▸ DATA FOR REVIEW
^^^^

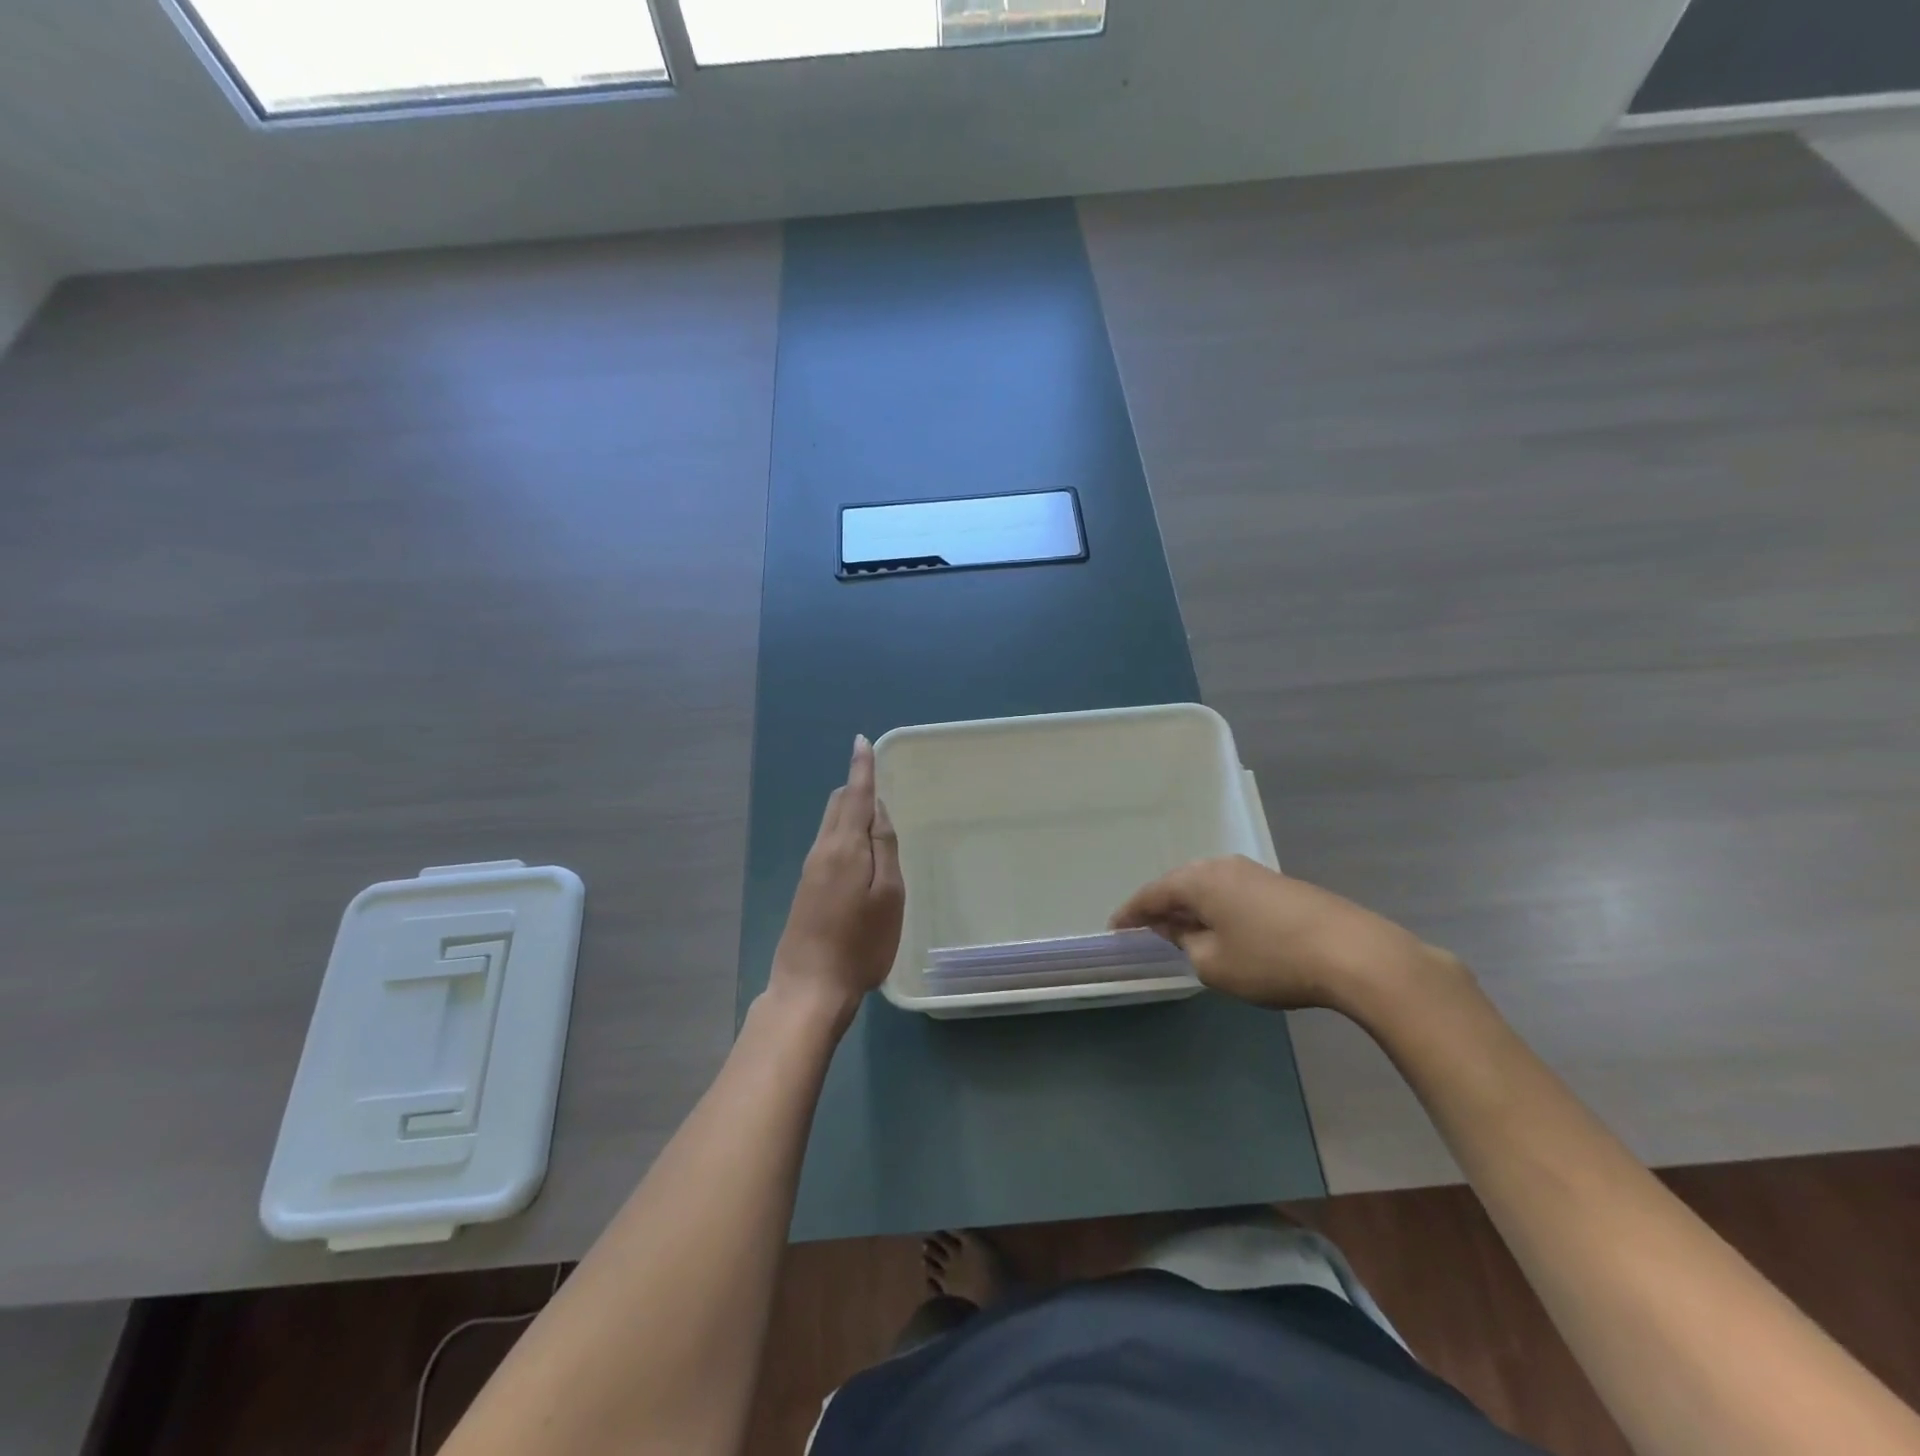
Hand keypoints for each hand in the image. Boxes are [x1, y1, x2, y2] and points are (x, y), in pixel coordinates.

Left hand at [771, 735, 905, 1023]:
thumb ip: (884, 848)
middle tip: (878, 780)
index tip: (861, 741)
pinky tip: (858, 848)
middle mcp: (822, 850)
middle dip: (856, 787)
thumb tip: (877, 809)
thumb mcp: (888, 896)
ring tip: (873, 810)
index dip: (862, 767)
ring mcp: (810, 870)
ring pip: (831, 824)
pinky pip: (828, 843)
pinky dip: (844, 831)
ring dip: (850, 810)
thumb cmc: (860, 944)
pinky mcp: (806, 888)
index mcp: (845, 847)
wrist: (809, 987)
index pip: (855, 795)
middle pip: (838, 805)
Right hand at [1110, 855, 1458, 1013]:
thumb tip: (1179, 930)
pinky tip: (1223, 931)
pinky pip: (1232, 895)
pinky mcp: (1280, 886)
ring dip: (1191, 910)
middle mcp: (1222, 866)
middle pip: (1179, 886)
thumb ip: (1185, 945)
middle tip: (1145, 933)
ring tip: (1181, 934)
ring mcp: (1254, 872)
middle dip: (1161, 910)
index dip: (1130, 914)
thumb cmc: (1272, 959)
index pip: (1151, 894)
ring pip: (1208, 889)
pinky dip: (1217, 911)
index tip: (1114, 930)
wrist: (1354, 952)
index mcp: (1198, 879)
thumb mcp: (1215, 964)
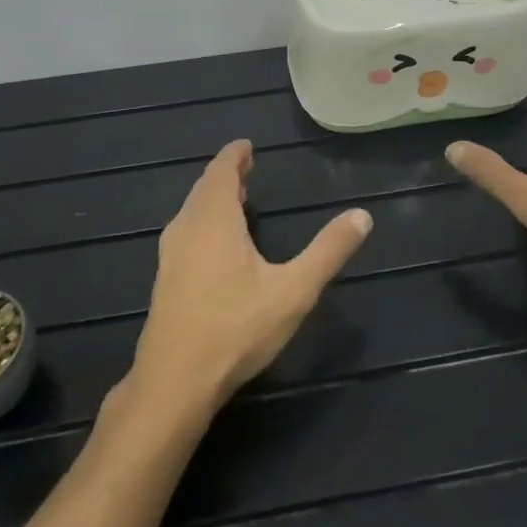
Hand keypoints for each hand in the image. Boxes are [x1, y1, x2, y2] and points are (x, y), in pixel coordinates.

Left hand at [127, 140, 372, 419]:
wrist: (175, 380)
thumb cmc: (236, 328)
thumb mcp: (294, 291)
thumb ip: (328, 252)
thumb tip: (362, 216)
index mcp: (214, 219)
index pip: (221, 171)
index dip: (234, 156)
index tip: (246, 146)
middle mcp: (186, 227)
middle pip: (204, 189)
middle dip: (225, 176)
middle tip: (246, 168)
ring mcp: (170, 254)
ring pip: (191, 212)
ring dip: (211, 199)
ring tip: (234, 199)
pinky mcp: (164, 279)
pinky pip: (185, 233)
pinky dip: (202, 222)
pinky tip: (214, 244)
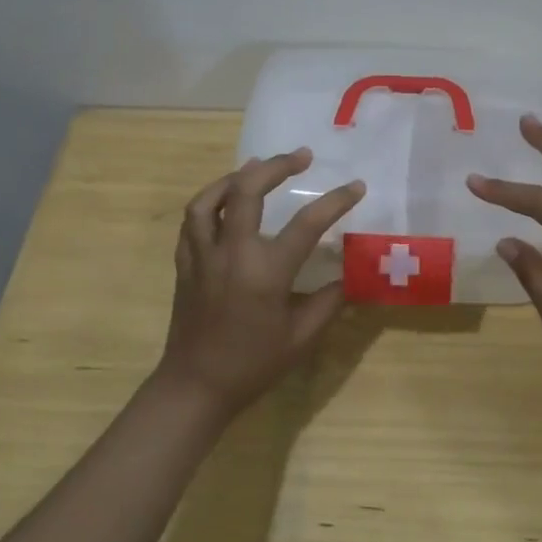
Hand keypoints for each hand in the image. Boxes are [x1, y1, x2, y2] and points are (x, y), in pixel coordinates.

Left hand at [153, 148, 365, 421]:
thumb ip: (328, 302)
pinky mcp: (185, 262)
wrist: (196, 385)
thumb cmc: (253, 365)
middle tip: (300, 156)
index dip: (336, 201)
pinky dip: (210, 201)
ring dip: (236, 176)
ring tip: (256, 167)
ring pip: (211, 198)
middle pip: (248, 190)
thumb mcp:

^^^^

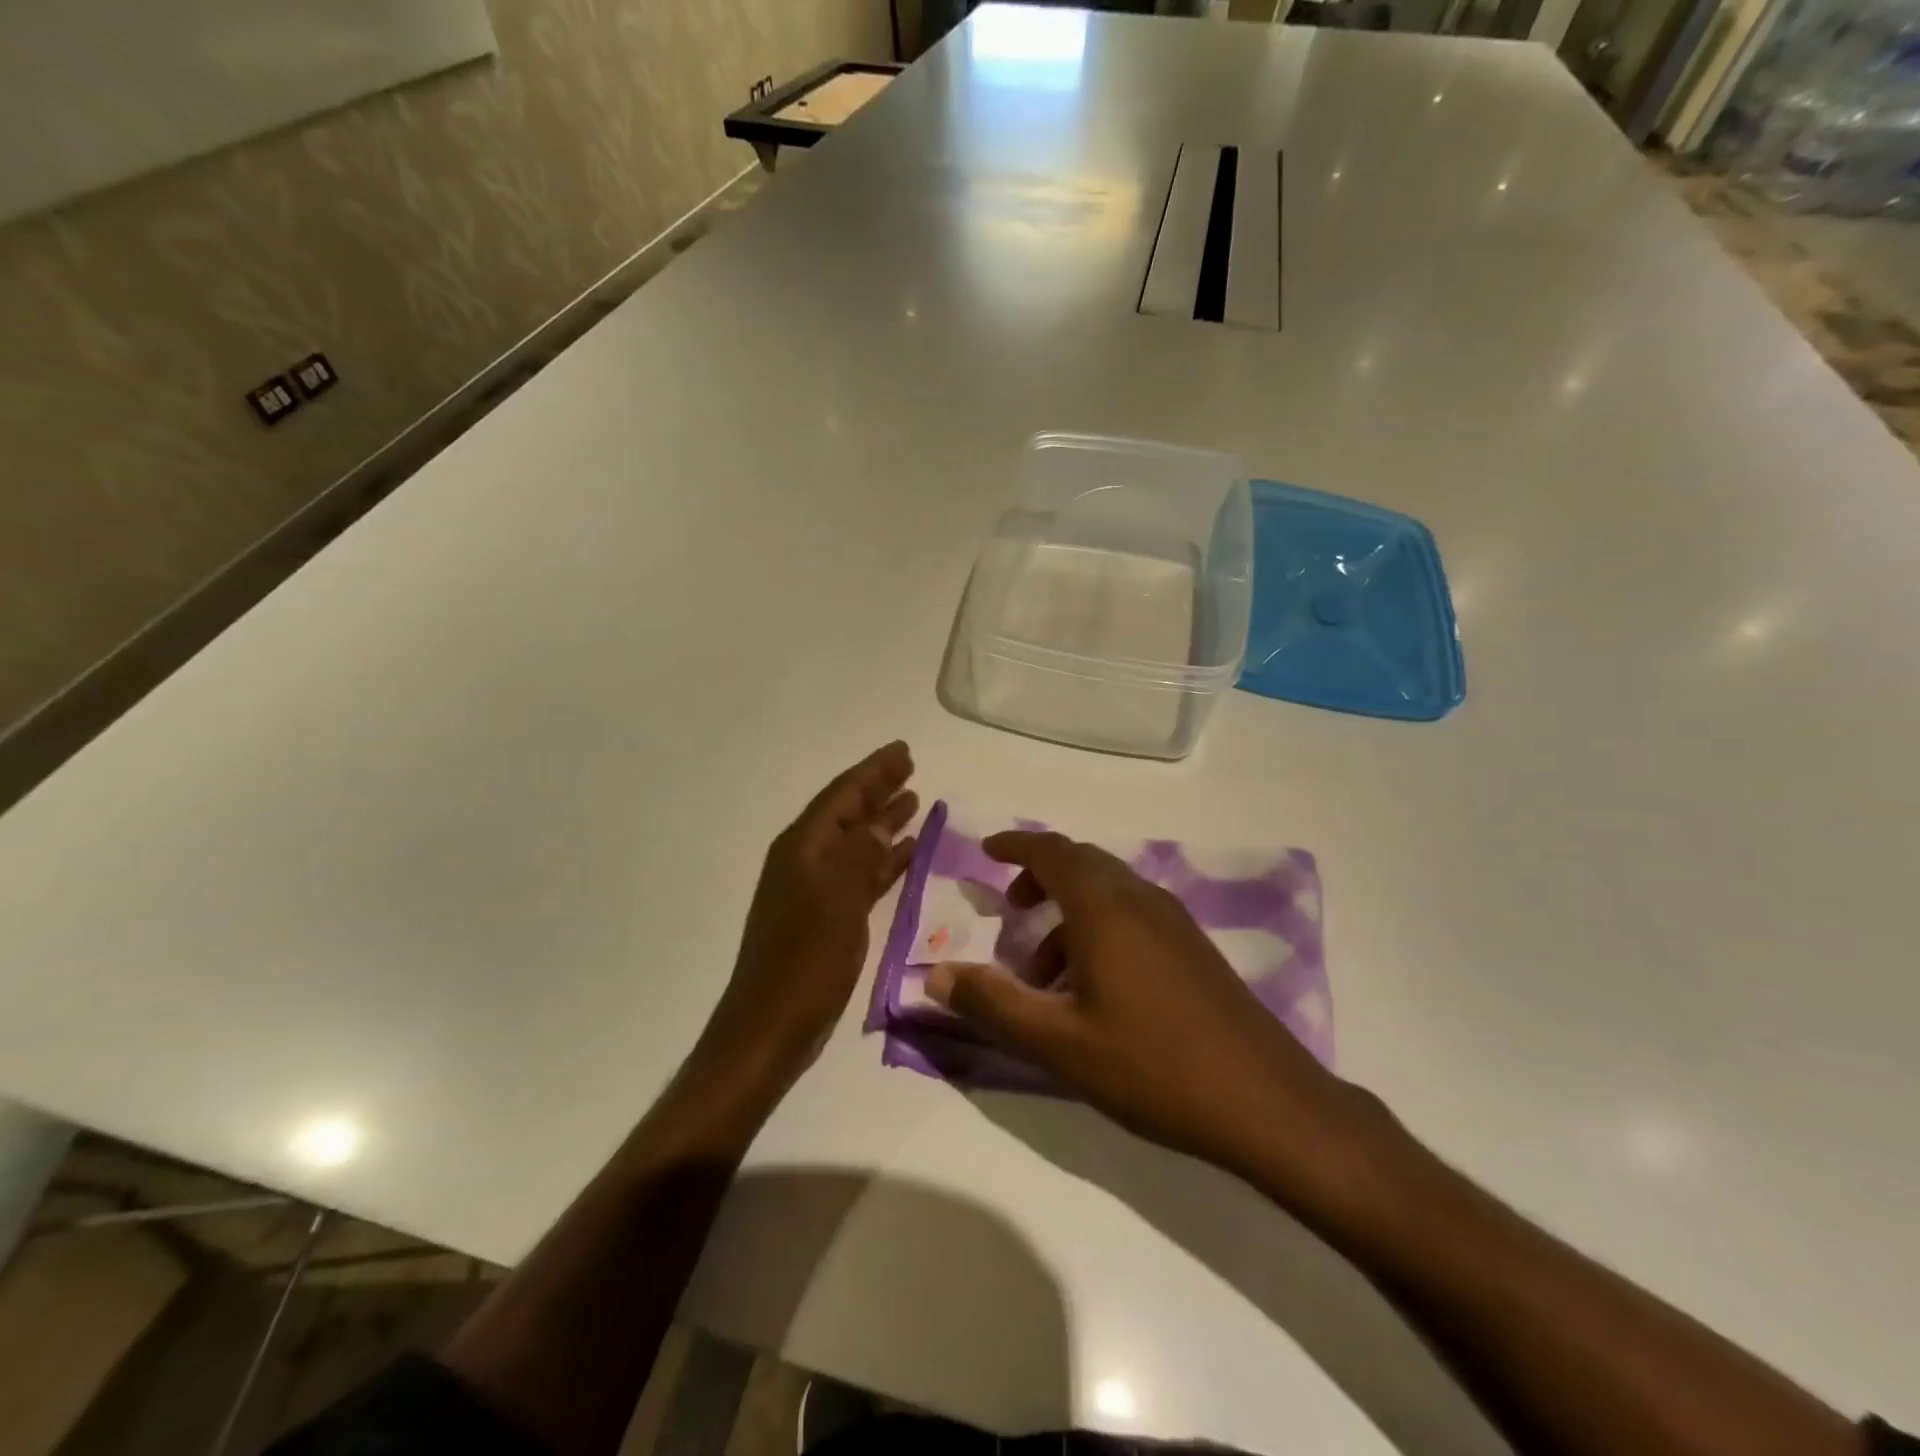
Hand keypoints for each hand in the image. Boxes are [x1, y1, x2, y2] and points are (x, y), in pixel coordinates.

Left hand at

^^^^

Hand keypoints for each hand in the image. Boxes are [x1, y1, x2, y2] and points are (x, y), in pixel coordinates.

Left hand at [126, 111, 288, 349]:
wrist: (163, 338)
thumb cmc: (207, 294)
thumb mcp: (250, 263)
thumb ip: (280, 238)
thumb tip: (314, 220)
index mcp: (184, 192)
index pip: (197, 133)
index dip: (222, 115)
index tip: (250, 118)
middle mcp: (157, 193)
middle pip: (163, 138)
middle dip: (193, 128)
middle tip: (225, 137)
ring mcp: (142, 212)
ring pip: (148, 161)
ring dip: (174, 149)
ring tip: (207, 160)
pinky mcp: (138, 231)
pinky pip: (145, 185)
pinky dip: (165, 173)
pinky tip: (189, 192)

^^^^

▸ ACTION ITEM
Report each line of the material above where the word "Left" appears.

▸ EXPECTED ANSWER
Left hand at [771, 735, 905, 1023]:
Left hand at [127, 140, 372, 419]:
Left hand at [153, 148, 365, 421]:
Left hand at
Left hand at [126, 111, 288, 349]:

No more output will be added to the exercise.